Building Foundations In A Stream Of Thought

Imagine you just heard about an awesome new computer game that is coming out and a friend tells you to go visit the game’s product site to find out more about it. So you enter in the web address and up pops the site. Hmm, strange you think. The game product site is nothing more than a discussion forum. Ok, no big deal you think, I’ll just read some of the latest posts to find about the game.

Very quickly you start getting frustrated because the latests posts do talk about the game but none of them give you a good overview of what the game is about. So you decide to continue reading the forum posts. After an hour, you think you’ve learnt more about the game but you STILL aren’t absolutely sure what it is about. Finally you throw your arms up in frustration and leave the site because you can’t find the information you need.

What am I talking about? Blogs. The thing that tons of people use everyday, yet they still don’t give us a good grasp or overview of what a person may be talking about on the blog, especially if you are new to that blog. Think of it like a summary or synopsis of the best posts aggregated, filtered, and grouped for your review so that you can quickly know what the blog and author are talking about. Sound like Squidoo? It is to a degree but instead of manually creating your Squidoo page, you’re dynamically creating these summary pages via the blog system itself.

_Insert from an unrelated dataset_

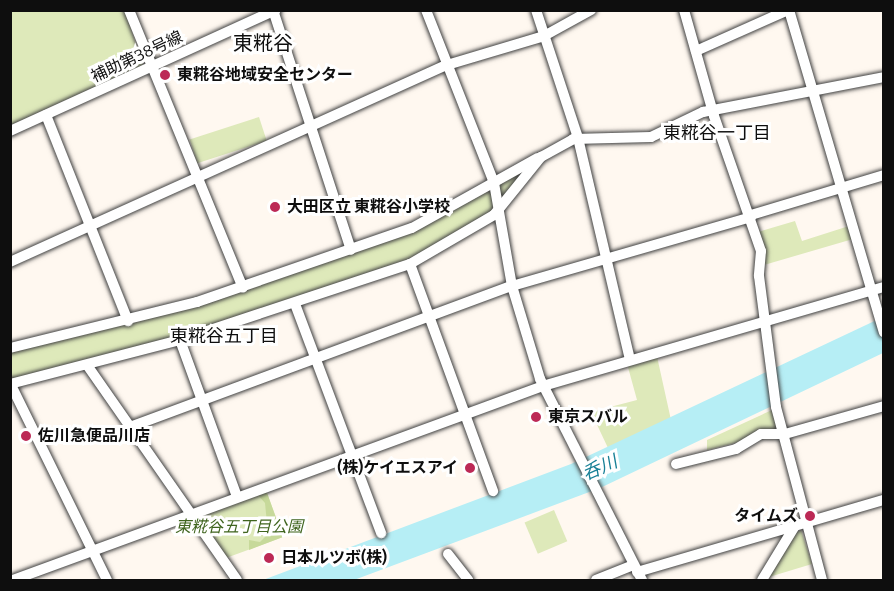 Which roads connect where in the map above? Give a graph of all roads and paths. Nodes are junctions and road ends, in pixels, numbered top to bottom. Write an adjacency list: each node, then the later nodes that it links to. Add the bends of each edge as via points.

I don’t know about you but I’m already seeing a ton of uses for these types of pages or views. I know a lot of people who are frustrated right now because they may be looking for work or may be wanting to communicate their ideas to other people (both of which I’ve experienced myself in the past). Well I honestly believe these people are so frustrated with blogging because a normal blogging format doesn’t really help them because it just shows their stream of thoughts. If they want to communicate why they would be a great hire for employment or why their ideas are great then they need to find some way to aggregrate, filter, and group their best thoughts on their site, even if they have to do it manually. Why these summary viewpoints are extremely important is that they provide a solid foundation for which people can quickly and easily understand what a person is all about, without having to traverse the person’s entire stream of thought to do so. And as you can already guess, yes I’m working on this for my own site.

When I’ll actually have something up is another story though. And actually in mentioning the word "story", you could also thing of these summary viewpoints as exactly that. Stories that are comprised of a collection of events, organized and formatted for easier understanding.

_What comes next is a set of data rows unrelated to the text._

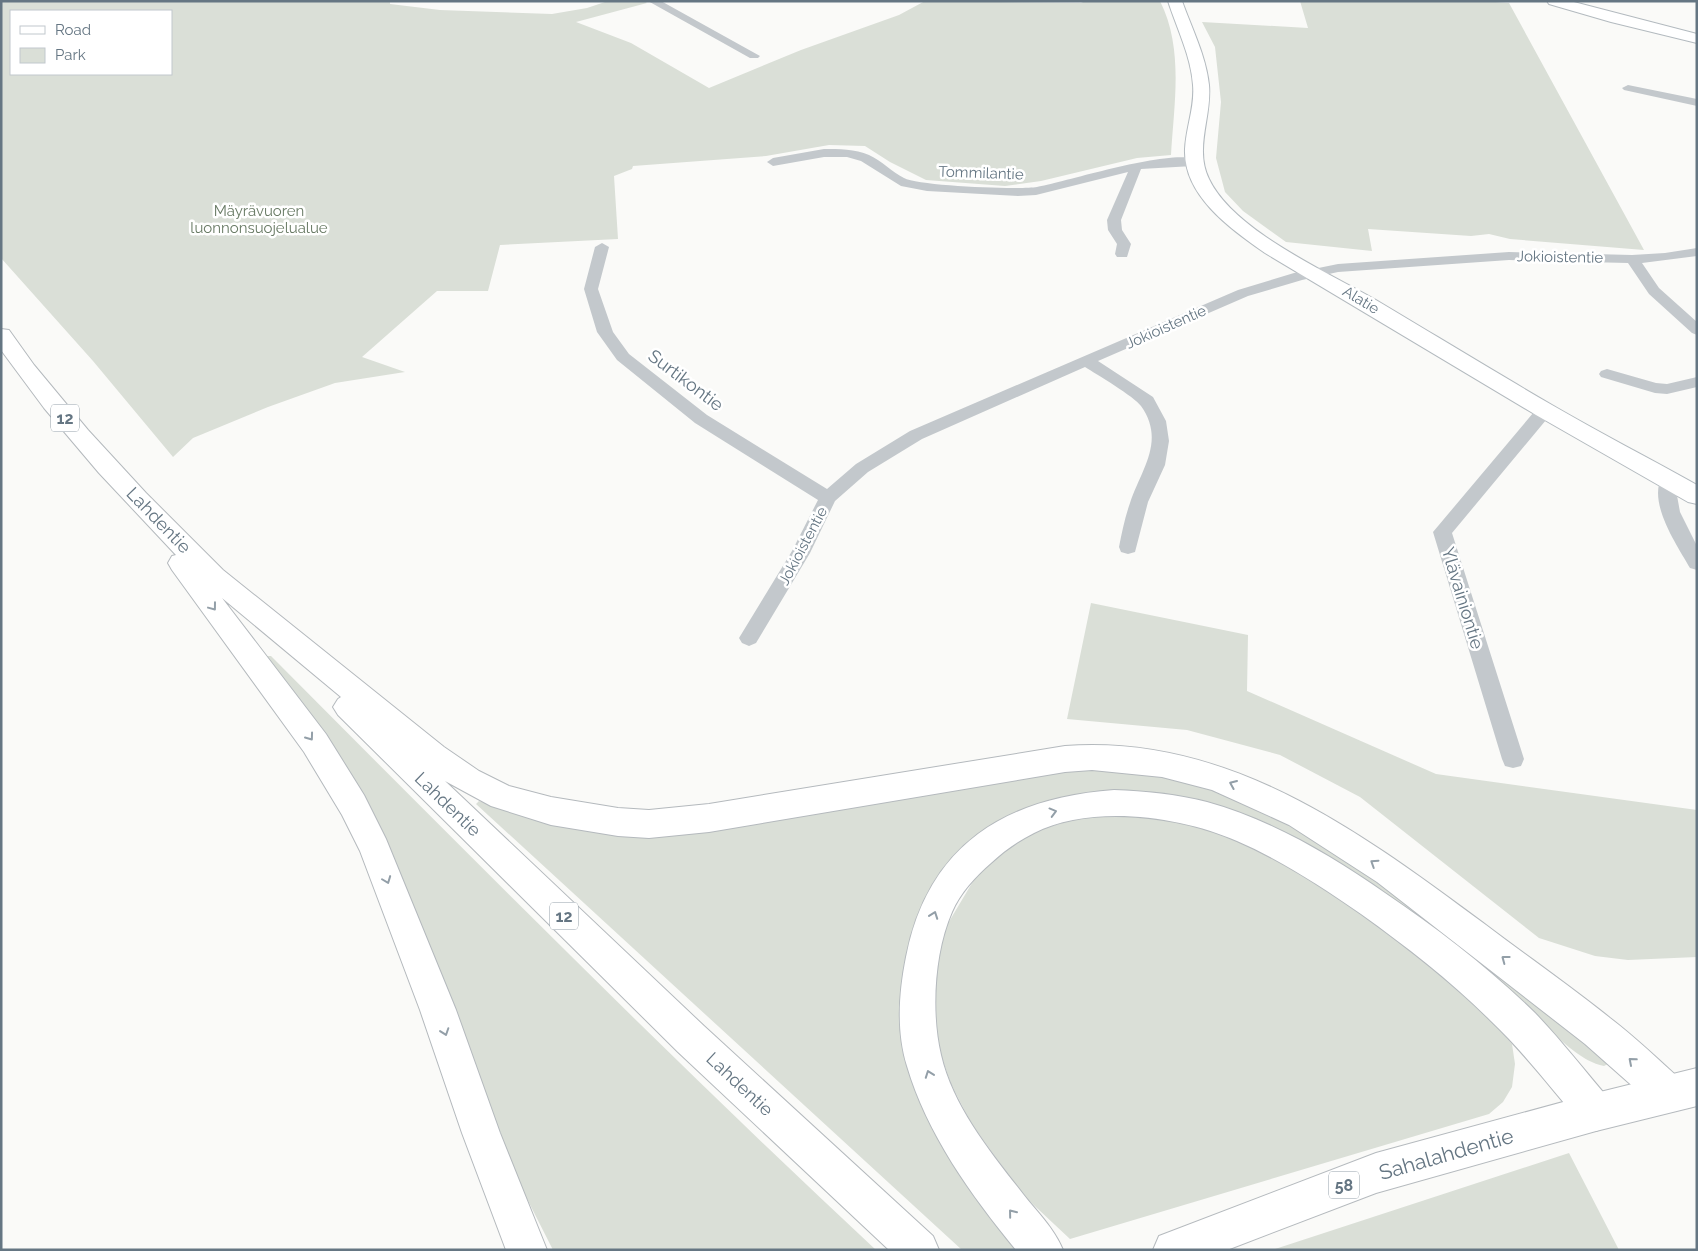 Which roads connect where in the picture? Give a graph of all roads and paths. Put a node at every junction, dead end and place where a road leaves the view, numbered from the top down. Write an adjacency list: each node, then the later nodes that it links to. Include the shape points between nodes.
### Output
1 (653, 1): 5 (street)
2 (1175, 1): 9 (main road, Alatie, via 1193,49 1201,88 1192,146)
3 (1554, 1): 4 (main road)
4 (1697, 40)
5 (754, 56)
6 (1628, 88): 7 (street)
7 (1697, 103)
8 (773, 162): 10 (street, Tommilantie, via 824,153 846,153 865,158 901,182 927,188 1018,192 1036,191)
9 (1193, 162): 10 (street, Tommilantie); 15 (main road, Alatie, via 1212,200 1235,223)
10 (1135, 166): 13 (street, via 1114,220 1115,230 1124,244)
11 (602, 247): 25 (street, Surtikontie, via 591,289 605,332 623,357 701,419)
12 (1697, 252): 14 (street, Jokioistentie)
13 (1122, 254)
14 (1632, 259): 15 (street, Jokioistentie, via 1509,256 1338,268); 16 (street, via 1654,291)
15 (1316, 273): 18 (street, Jokioistentie, via 1243,293); 21 (main road, Alatie)
16 (1697, 330)
17 (1, 335): 23 (main road, Lahdentie / 12, via 47,396)
18 (1087, 361): 25 (street, Jokioistentie, via 916,435 862,468); 26 (street, via 1147,401 1158,421 1160,441 1156,465 1139,502)
19 (1607, 374): 20 (street, via 1655,388 1667,389)
20 (1697, 382)
21 (1545, 410): 22 (main road, Alatie); 30 (street, Ylävainiontie, via 1442,532)
22 (1669, 479): 24 (main road, Alatie); 27 (street, via 1666,505)
23 (134, 496): 28 (main road, Lahdentie / 12); 34 (main road, one-way to 34, via 198,588 315,743 353,804 375,849 438,1010)
24 (1697, 496)
25 (828, 498): 29 (street, Jokioistentie, via 801,553)
26 (1128, 547)
27 (1697, 563)
28 (214, 577): 31 (main road, one-way to 28, via 1598,1031 1388,872 1300,815 1218,778 1162,764 1092,757 1025,764 709,818 649,824 551,811 502,797 468,780 432,756); 35 (main road, Lahdentie / 12, via 691,1039)
29 (749, 638)
30 (1513, 759)
31 (1683, 1090): 32 (main road, Sahalahdentie / 58)
32 (1596, 1112): 33 (main road, Sahalahdentie / 58, via 1376,1173); 36 (main road, one-way to 32, via 1003,1200 936,1096 925,1064 917,997 928,936 936,910 951,882 987,844 1010,828 1039,815 1070,807 1106,803 1181,810 1210,817 1279,844 1375,904 1468,975 1523,1027)
33 (1189, 1243)
34 (527, 1250)
35 (919, 1250)
36 (1044, 1250)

3 thoughts on “Building Foundations In A Stream Of Thought

  1. Have you used Squidoo?

    Your summary pages there describe to me my lens and signpost lists, dynamically created with my typetagging metadata.

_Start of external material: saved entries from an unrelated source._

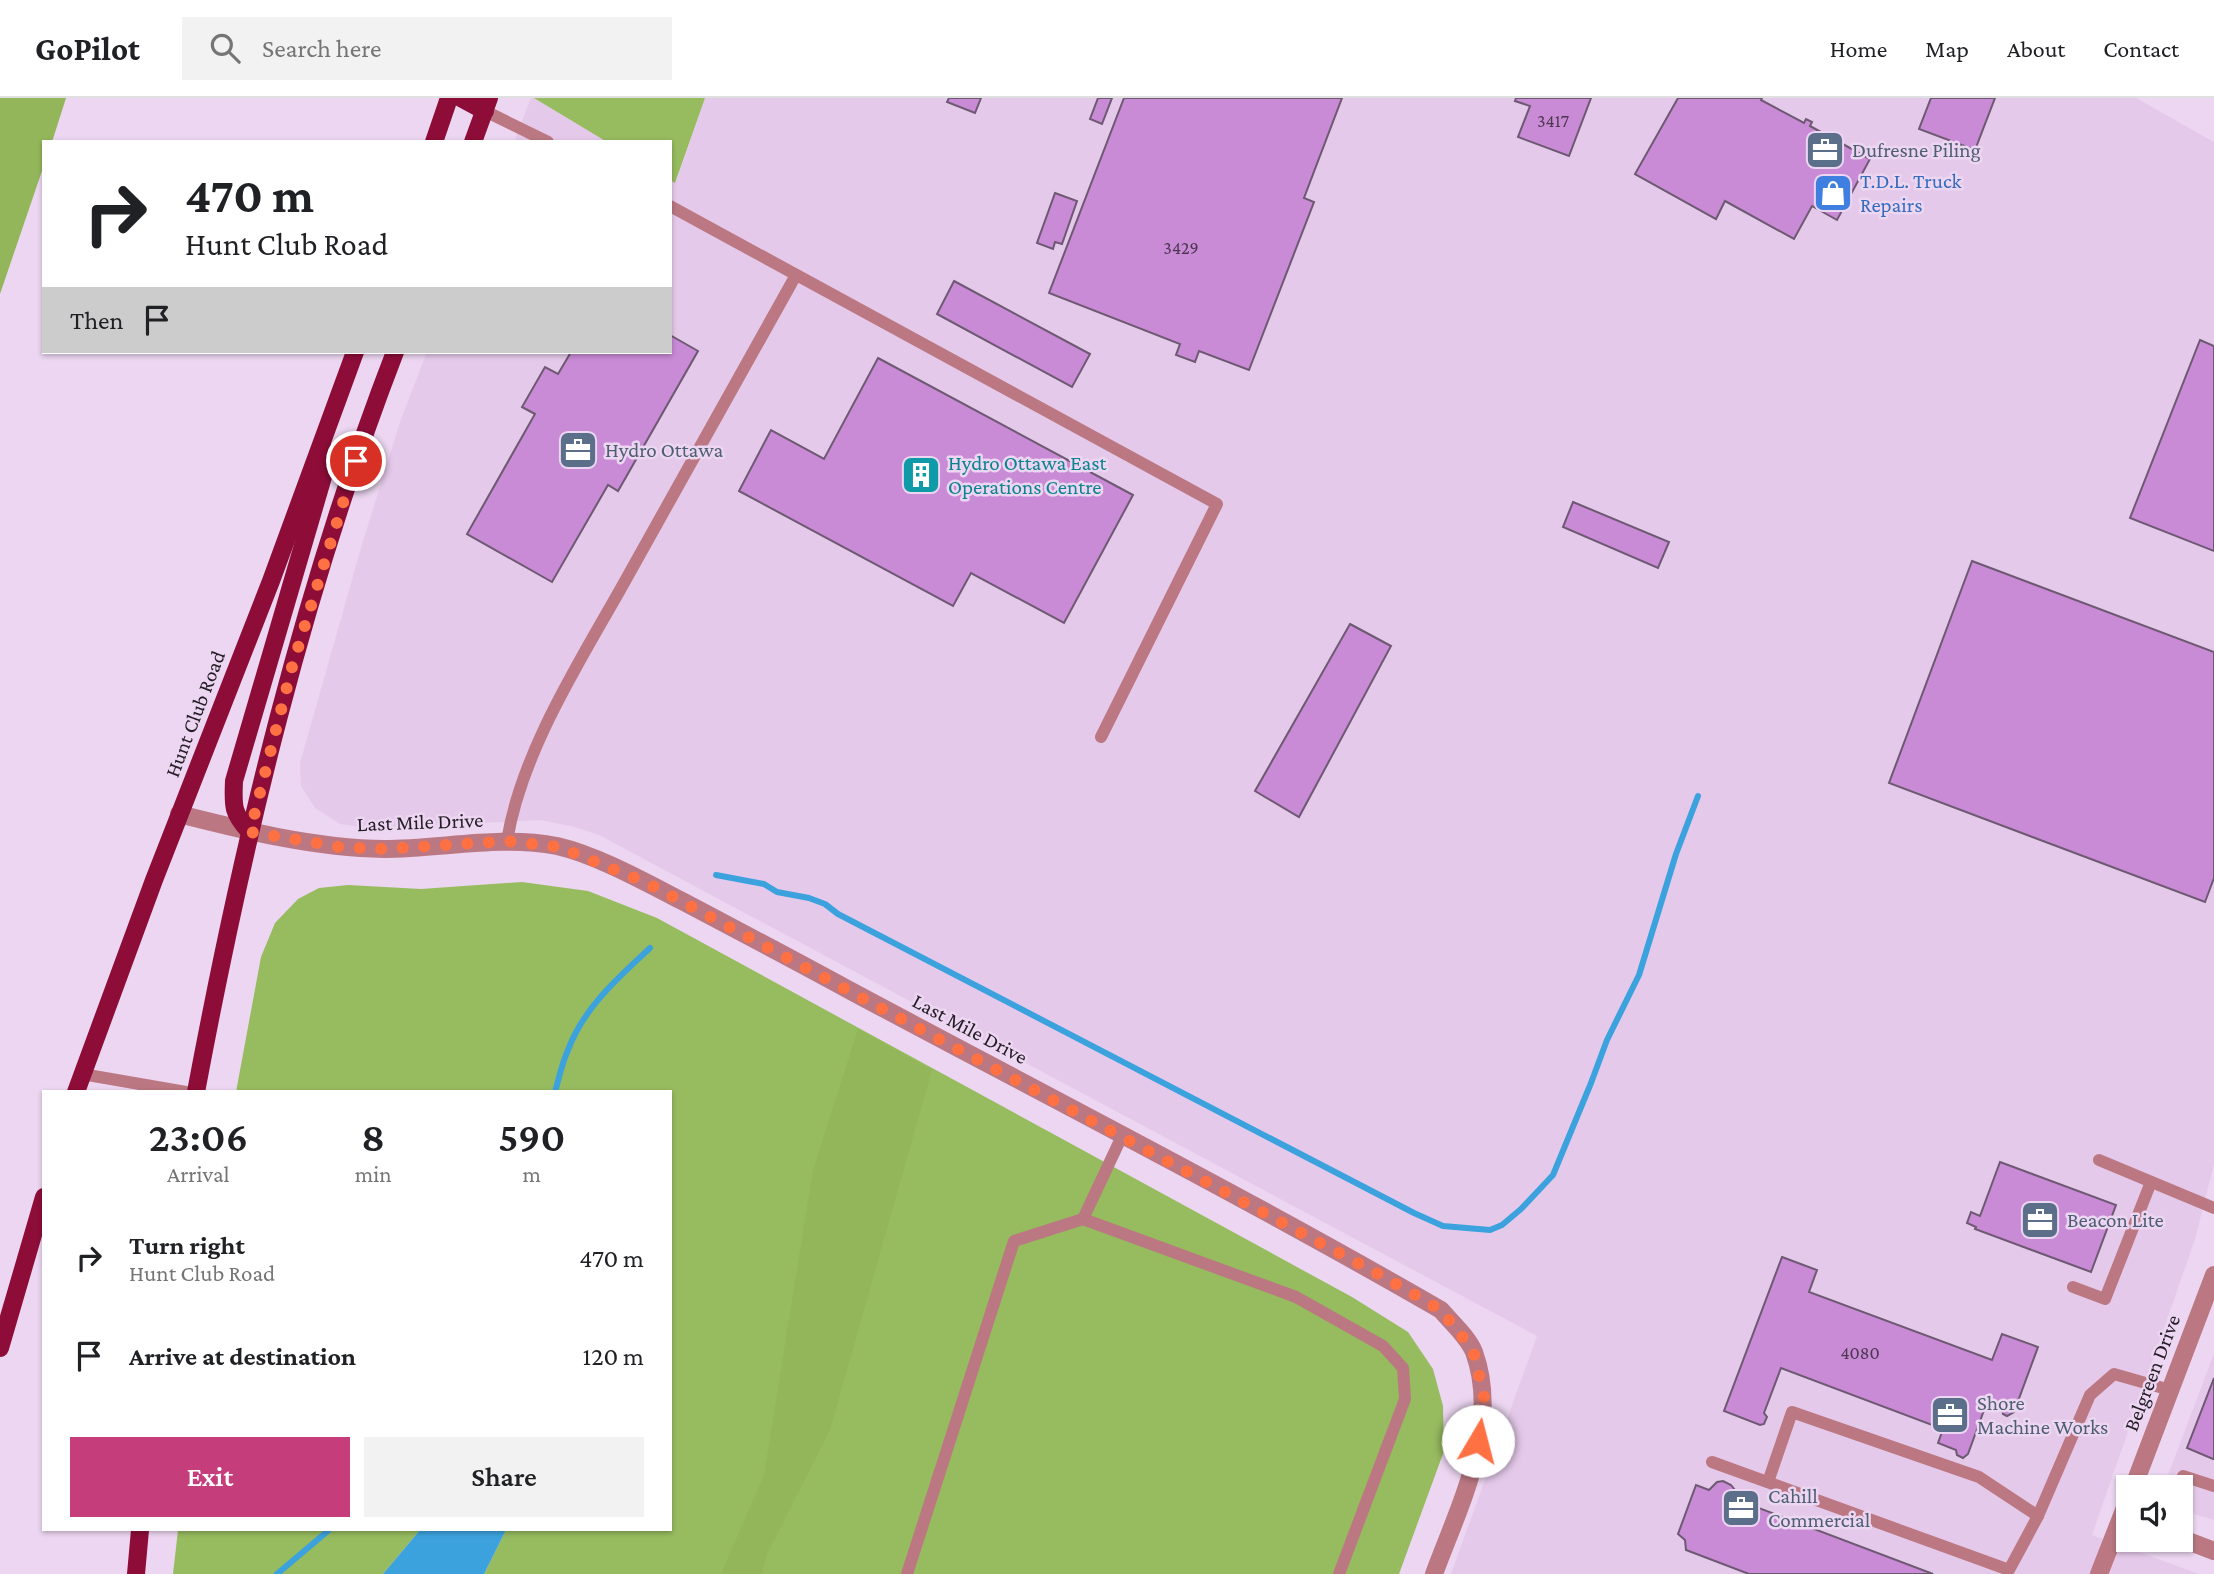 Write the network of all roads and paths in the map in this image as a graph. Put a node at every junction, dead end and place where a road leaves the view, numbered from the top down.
1 (449, 98) edge
2 (461, 98) edge
3 (487, 104) edge
4 (435, 140) edge
5 (475, 140) edge
6 (545, 140) edge
7 (672, 207) edge
8 (796, 275) junction
9 (394, 354) edge
10 (354, 356) edge
11 (1101, 737) dead end
12 (179, 814) junction
13 (250, 832) junction
14 (507, 841) junction
15 (82, 1074) junction
16 (77, 1090) edge
17 (175, 1090) edge
18 (196, 1090) edge
19 (1122, 1136) junction
20 (2099, 1160) dead end
21 (2151, 1182) junction
22 (42, 1204) edge
23 (2214, 1208) edge
24 (1083, 1219) junction
25 (2214, 1275) edge
26 (2073, 1287) dead end
27 (0, 1348) edge
28 (2170, 1390) junction
29 (1712, 1462) dead end
30 (2138, 1475) edge
31 (2193, 1479) edge
32 (1768, 1482) junction
33 (2214, 1486) edge
34 (2038, 1516) junction
35 (140, 1531) edge
36 (2116, 1535) edge
37 (2193, 1543) edge
38 (2214, 1551) edge
39 (2009, 1572) edge
40 (136, 1574) edge
41 (907, 1574) edge
42 (1339, 1574) edge
43 (1434, 1574) edge
44 (2099, 1574) edge

1 - 4 main road
2 - 3 main road
3 - 5 main road
3 - 6 lane
7 - 8 lane
8 - 11 lane
8 - 14 lane
9 - 13 main road
10 - 12 main road, Hunt Club Road
10 - 13 main road
12 - 13 street, Last Mile Drive
12 - 15 main road, Hunt Club Road
13 - 14 street, Last Mile Drive
13 - 18 main road
14 - 19 street, Last Mile Drive
15 - 16 main road, Hunt Club Road
15 - 17 lane
19 - 24 lane
19 - 43 street, Last Mile Drive
20 - 21 lane
21 - 23 lane
21 - 26 lane
22 - 27 main road
24 - 41 lane
24 - 42 lane
25 - 28 street, Belgreen Drive
28 - 30 street, Belgreen Drive
28 - 34 lane
29 - 32 lane
31 - 33 lane
32 - 34 lane
32 - 39 lane
34 - 39 lane
35 - 40 main road
36 - 44 street
37 - 38 street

    I’d like to see this used with rel=”lens” and the draft rel=”directory” microformat so as to be aggregated. I will likely be doing this or something improved in my own aggregator.

    Am curious as to how you plan to do your summaries.

    The next natural step for blogs are microformats and customisable forms you can save as your own content form templates. Googlebase does something like this (badly). Drupal too has done this (poorly) for a while, though, they’re working on a cool module to improve that atm.

    Ultimately though, most people just want to write. Thats what blogs let them do. Why people can’t find stuff when they want to.

  2. Michael, sorry we don’t give out release dates because things always change (and we don’t want to upset people by saying an updates coming but then it gets pushed back for some reason). You can guesstimate how often we release updates by looking at the previous release date history on the Squarespace services site though.

    Craig, ya I wasn’t impressed with the implementation of Squidoo either but the idea is still a good one (which is why I want to use it in some way on my site as well). As for how I do this, it may be by hand as well since no blogging solution out there has these types of dynamics views I want to see. At the very least, I may create them by embedding RSS Feed Javascript within different sections of a page so that it looks like a collection of different groups of topics all relating to one main topic (i.e. Posts on Gaming, Sites on Gaming, Books on Gaming, etc).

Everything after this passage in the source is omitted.